Я знаю, кто. Знаю, что он стоит за моей спиной, вдыхает запах, которого нет, не может быть во сне. Мне кажется, будто я чувствую его дыхание на волосах. Будто он вот-вот коснётся меня.
Хочу обернуться и не могу. Боюсь. Боюсь ошибиться, увидеть не его. Или его, но что-то будет не так и я пойму, что ему плохо, что случилось непоправимое. В конце концов, что я знаю о той игле, о том снотворном, с помощью которого его усыпили?
Зажмуриваюсь с отчаянием ребёнка, ощущаю привкус крови на губах…
– Котёнок…
Просыпаюсь с колотящимся бешено сердцем. В спальне темно, за окном ночь, напоенная доносящимися из леса звуками.
Я перевернулась с бока на спину, села, облизнула нижнюю губу, чувствуя ранку от собственного укуса. Давно я не видела этого сна. К пятому месяцу беременности кошмары оставили меня, равно как и прекратил терзать холод, охватывающий всё тело, концентрирующийся в кончиках пальцев силой, готовой в любой момент вырваться на волю. Тогда мне казалось, что помогли тренировки и медитации, которым учила одна из старейшин, что я если не успокоилась, то хотя бы отринула, отложила до поры свои страхи и тревоги.
Возможно, я ошиблась.
Я выбралась осторожно из-под одеяла, проверила Эстеллу. Звёздочка спала безмятежно, и я, накинув халат, вышла из спальни.
В общей комнате никого, лавка у стены, где мы постелили Бевану, пуста. Я приблизилась к входной двери, толкнула её, незапертую, – в общине не принято закрываться на множество замков и щеколд, прятаться от соседей. Здесь все друг друга знают и уверены, что никто ничего не украдёт. Да, по сути, и красть-то нечего.
Беван, в одних штанах, босой, сидел на короткой скамейке слева от входа. Маленький фонарь, висевший на крючке на столбе, поддерживавшим навес над входом, озарял неярким светом бородатое лицо, задумчивый, устремлённый в пространство взгляд, ещё один шрам, перечеркнувший наискосок широкую мускулистую грудь.

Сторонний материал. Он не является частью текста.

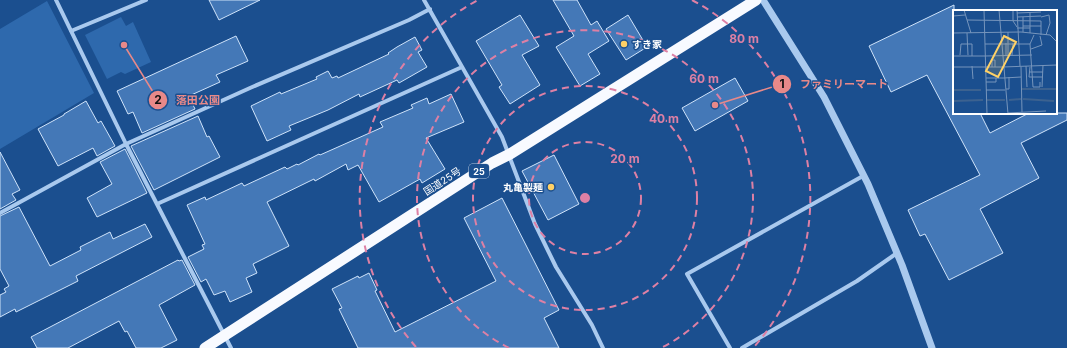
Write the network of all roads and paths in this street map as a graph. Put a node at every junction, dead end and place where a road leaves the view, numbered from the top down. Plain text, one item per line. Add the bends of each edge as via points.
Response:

– Тоже не спится? – спросил мужчина, не глядя на меня.
– Да.
Беван подвинулся, уступая мне часть скамейки, и, едва я села на узкое деревянное сиденье, протянул откупоренную жестяную флягу. Я взяла, принюхалась к плескавшемуся внутри содержимому.
– Почему все пытаются меня споить?
– Потому что у тебя такой благочестивый вид, что сразу хочется сбить тебя с пути истинного.
– Вот спасибо, – тем не менее, я сделала глоток и сразу закашлялась, чувствуя, как жидкость, крепкая, горькая, обожгла горло.